Konu süper kahramanlar olduğunda işlerliği defalarca kanıtlanan formüllere itibar etmediği gibi kendi kurallarını da çoğu zaman anlaşılır biçimde açık etmeyen The Umbrella Academy’nin hikayesi 1989 yılında bir gün, hamile olmamaları dışında ortak yönleri olmayan 43 kadının mucizevi bir şekilde 43 çocuğu dünyaya getirmeleri ile başlıyor. Münzevi ve eksantrik bir milyarder olan Sir Reginald Hargreeves bu mucize çocuklardan 7’sini suçla savaşmaları için eğitmek üzere evlat edinmiştir. Potansiyellerinin açığa çıkması adına babalarının tartışmalı eğitim metotlarına maruz kalan çocuklar aradan geçen 30 yılın sonunda sayısız kahramanlık ve kayda değer bir şöhretin sıcak hatırasının yanında, derin çocukluk travmaları ve gelişmemiş kişilikleri ile savrulup yapayalnız kalırlar. Hemen hepsinin makul nedenlerle nefret ettikleri babalarının cenazesi için The Umbrella Academy’e dönen kardeşler, neredeyse 20 yıldır kayıp olan kardeşleri 5’in ortaya çıkışı ile dünyanın kaderini ellerine alacaklardır.

 

The Umbrella Academy kendi özgün tavrını bulmak için ağırlığı ana hikayeden çok karakterlerin dönüşümüne vermeyi tercih etmiş. Şüphesiz çoğu süper kahraman anlatısının yürüdüğü güvenli yoldan çıkmanın da bir bedeli var.
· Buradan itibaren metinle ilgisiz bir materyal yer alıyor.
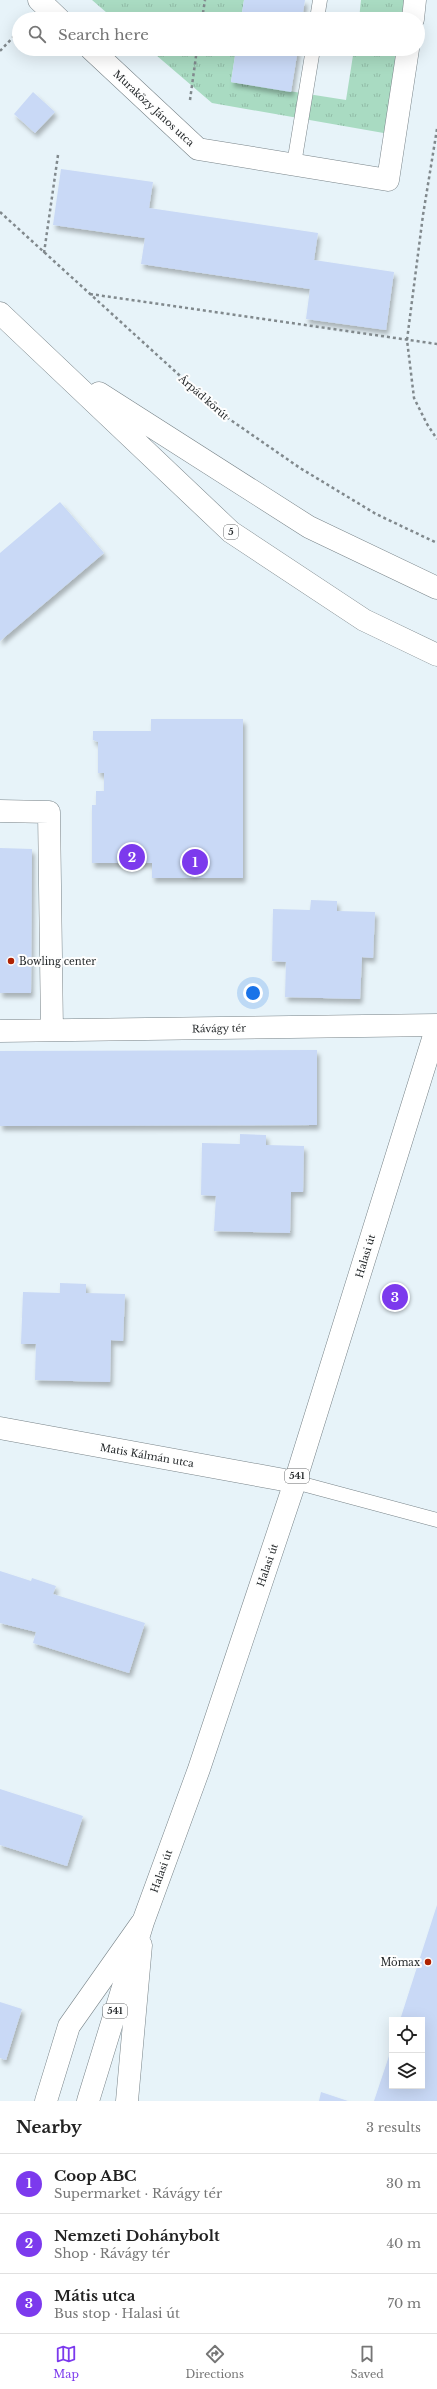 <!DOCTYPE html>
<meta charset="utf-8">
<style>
:root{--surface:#fff;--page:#f6f6f6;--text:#222;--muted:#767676;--line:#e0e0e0;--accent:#7c3aed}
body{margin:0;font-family:"Libre Baskerville",serif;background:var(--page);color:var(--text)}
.controls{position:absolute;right:12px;bottom:12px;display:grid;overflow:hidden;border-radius:0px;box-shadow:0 4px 16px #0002}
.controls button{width:36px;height:36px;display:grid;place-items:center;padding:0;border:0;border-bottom:1px solid var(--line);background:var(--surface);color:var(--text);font:20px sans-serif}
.you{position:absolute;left:253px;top:993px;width:14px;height:14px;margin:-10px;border:3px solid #fff;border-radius:50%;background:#1a73e8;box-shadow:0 0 0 6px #1a73e833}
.badge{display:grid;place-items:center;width:26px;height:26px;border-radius:50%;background:var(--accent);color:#fff;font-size:13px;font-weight:700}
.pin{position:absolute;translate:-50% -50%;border:2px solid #fff;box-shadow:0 1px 4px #0006}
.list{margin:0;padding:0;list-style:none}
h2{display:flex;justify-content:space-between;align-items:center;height:52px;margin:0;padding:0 16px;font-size:17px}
h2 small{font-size:13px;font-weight:400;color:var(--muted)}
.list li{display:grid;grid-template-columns:26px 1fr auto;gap:12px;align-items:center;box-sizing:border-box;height:60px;padding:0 16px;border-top:1px solid var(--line)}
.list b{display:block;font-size:15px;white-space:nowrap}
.list p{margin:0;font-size:13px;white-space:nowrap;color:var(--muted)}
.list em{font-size:13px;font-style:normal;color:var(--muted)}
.icon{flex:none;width:22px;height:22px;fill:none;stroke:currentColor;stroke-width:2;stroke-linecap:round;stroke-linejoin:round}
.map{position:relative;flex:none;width:437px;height:2101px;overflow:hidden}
.search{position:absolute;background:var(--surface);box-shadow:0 4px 16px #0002;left:12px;right:12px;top:12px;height:44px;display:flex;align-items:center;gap:10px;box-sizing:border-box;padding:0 14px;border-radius:22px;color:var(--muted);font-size:15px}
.sheet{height:232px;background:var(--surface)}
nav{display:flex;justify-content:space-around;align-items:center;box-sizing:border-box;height:56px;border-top:1px solid var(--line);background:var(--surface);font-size:11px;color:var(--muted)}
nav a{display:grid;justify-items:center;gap:2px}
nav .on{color:var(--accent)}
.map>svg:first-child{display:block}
</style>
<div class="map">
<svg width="437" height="2101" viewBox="0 0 437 2101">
<defs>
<pattern id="grass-tufts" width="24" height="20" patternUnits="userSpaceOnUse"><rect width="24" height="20" fill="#a9dbc2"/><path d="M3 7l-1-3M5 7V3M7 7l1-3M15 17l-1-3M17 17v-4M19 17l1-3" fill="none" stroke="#91bca7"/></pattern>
<filter id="shadow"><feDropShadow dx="2.5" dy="4.5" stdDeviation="2" flood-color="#0004"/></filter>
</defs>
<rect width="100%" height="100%" fill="#e7f3f9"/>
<path fill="url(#grass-tufts)" d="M92 0H244L241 19H114Z
M361 0H415L413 19H359Z
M149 49H236L231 82 346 100 354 49H408L395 135 212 103Z"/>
<path fill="#c9d9f6" filter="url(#shadow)" d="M244 0H305L302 19H241Z
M236 49H298L291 92 231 82Z
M33 92 55 112 35 133 14 114Z
M61 169 153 182 149 208 318 233 314 260 394 272 386 330 306 319 310 289 141 264 145 238 53 225Z
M60 502 104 553 0 641V553Z
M151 719H243V878H152V863H92V805H96V791H104V773H98V742L93 740V731H151Z
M0 848 32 849 31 993H0Z
M311 900 337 901V911L375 912 373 958 362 957 360 999 285 997 286 962 272 961 273 909 310 910Z
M317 1050V1125L0 1126V1051Z
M240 1134 266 1135V1145L304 1146 303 1192H291L290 1233 214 1231 216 1196 201 1195 202 1143 240 1144Z
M60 1283 86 1284V1293L125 1294 123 1341 111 1340 110 1382 35 1380 36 1344H21L23 1292 60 1293Z
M0 1571 31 1581 32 1578 56 1586 53 1594 145 1623 129 1673 33 1643 36 1632 0 1623Z
M0 1789 83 1816 67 1866 0 1845Z
M437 1905V2101H374L392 2047V2086H422V2020H400Z
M0 2002 22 2009 6 2060 0 2058Z
M321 2092 348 2101H319Z"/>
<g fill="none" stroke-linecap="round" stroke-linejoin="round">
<defs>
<path id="lane" d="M317 19 320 0
M294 164 313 49
M295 1482 437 1520"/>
<path id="street" d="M39 0 59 19
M413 19 415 0
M91 49 198 149 388 180 408 49
M0 811 49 812 52 1030
M0 1031 437 1025
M0 1428 295 1482
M46 2101 69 2026 141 1924
M127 2101 141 1945"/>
<path id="primary" d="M0 313 231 532 364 620 437 655
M99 393 309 527 437 588
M88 2101 143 1922 199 1769 295 1482 437 1026"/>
</defs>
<use href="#lane" stroke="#788388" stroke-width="15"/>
<use href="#street" stroke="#788388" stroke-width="23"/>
<use href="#primary" stroke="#788388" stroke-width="23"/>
<path stroke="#81898d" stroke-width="2.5" stroke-dasharray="3 3" stroke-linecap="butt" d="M202 19 205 0
M0 51 19 31
M190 100 197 49
M437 129 423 215 407 340 414 398 427 424 437 439
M0 212 222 414 300 468 376 514 437 543
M44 253 58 155
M90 294 437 344"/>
<use href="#lane" stroke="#fff" stroke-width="14"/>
<use href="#street" stroke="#fff" stroke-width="22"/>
<use href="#primary" stroke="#fff" stroke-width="22"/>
</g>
<g fill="#af2202" stroke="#fefefe" stroke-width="1.5">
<circle cx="11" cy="961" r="4"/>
<circle cx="428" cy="1962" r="4"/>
</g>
<g text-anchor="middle" stroke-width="4" stroke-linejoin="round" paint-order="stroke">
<g fill="#fefefe" stroke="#66696a" stroke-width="1">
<rect x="224" y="525" width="14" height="14" rx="3"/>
<rect x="285" y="1469" width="24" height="14" rx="3"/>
<rect x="103" y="2004" width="24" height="14" rx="3"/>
</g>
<g font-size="9" font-weight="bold" fill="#25292b">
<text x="231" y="535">5</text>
<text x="297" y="1479">541</text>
<text x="115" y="2014">541</text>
</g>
<g font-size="10" fill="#25292b" stroke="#fefefe">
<text transform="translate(154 108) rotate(43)" y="4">Muraközy János utca</text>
<text transform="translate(204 397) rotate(41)" y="4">Árpád körút</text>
<text transform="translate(219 1028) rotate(-1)" y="4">Rávágy tér</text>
<text transform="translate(365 1256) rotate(-73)" y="4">Halasi út</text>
<text transform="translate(147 1455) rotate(10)" y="4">Matis Kálmán utca</text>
<text transform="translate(267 1565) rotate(-71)" y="4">Halasi út</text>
<text transform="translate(161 1871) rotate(-70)" y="4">Halasi út</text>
</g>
<g font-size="10" fill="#25292b" stroke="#fefefe" text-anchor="start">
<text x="19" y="965">Bowling center</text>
<text x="420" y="1966" text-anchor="end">Mömax</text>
</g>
</g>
</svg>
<div class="controls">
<button><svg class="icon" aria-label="locate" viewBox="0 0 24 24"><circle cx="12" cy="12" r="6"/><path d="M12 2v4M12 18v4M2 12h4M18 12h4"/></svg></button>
<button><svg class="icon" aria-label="layers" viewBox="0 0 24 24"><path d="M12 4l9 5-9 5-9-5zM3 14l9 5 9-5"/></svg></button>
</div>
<div class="you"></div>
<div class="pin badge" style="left:195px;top:862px">1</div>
<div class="pin badge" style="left:132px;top:857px">2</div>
<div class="pin badge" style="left:395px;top:1297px">3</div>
<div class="search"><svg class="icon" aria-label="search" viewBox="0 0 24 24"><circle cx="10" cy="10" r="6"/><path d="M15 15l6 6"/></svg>Search here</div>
</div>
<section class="sheet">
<h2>Nearby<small>3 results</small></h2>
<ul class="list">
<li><span class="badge">1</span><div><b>Coop ABC</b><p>Supermarket · Rávágy tér</p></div><em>30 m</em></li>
<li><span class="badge">2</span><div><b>Nemzeti Dohánybolt</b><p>Shop · Rávágy tér</p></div><em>40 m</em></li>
<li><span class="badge">3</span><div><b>Mátis utca</b><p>Bus stop · Halasi út</p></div><em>70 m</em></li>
</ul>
</section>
<nav>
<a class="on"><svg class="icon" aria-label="map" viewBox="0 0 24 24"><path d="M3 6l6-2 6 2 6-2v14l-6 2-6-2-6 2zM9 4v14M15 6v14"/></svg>Map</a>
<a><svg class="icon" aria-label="directions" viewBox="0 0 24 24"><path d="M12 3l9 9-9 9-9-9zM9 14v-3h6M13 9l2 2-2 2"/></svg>Directions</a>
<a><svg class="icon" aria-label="saved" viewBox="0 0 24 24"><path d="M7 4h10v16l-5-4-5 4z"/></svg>Saved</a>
</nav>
Zira bu tercih bir bakıma bilimkurgu ve fantazyanın, muhatabına kendinden yüce bir şey ile karşı karşıya olduğunu hissettirerek yarattığı güçlü etkinin de zayıflaması demek. Süper kahraman kavramının dikte ettiği hız ve aksiyonundan vazgeçilmesi bir yana, ana hikayeye ara verip derdini dinlediğimiz karakterlerin çokluğu dizinin temposunu iyice yavaşlatmış. Dahası hikayeye doğrudan katkısı olmayan yan karakterlerin dinamiklerine ya da kendine has, zaman zaman bir Wes Anderson filmi izlediğinizi hissettiren özgün atmosferin yaratılmasına bolca vakit harcandığından dönüşümlerine tanık olduğumuz karakterler yeterince derinlik kazanamıyor. Nihayetinde asıl anlatılan bir köken hikayesi olmasa da çoğu kişinin bir şekilde denklemin üzerine kurulduğu karakterlere empati beslemekte zorlanacağı bir gerçek.

 

ÇOK KATMANLI HİKAYE

 

Dizi türü sevenlerce bolca eleştirilmiş olsa da akademiden ümidi kesmek için henüz çok erken. Söylentiler doğruysa şimdiden dört sezonu garantileyen The Umbrella Academy gelecek sezonlarda karakterlerine bu kadar vakit ayırmak zorunda kalmayacaktır. Tabii ana hikayenin temposunun haddinden fazla yükselmesi veya eleştirilerin fazla ciddiye alınıp aksiyon dozunun denge gözetilmeksizin artırılması diziyi sıradan bir süper kahraman hikayesine dönüştürerek görece özgün üslubunun kaybolmasına neden olabilir. Öte yandan çoğu zaman oynayanın elinde patlayan “zaman yolculuğu” meselesi de dikkate değer bir diğer risk.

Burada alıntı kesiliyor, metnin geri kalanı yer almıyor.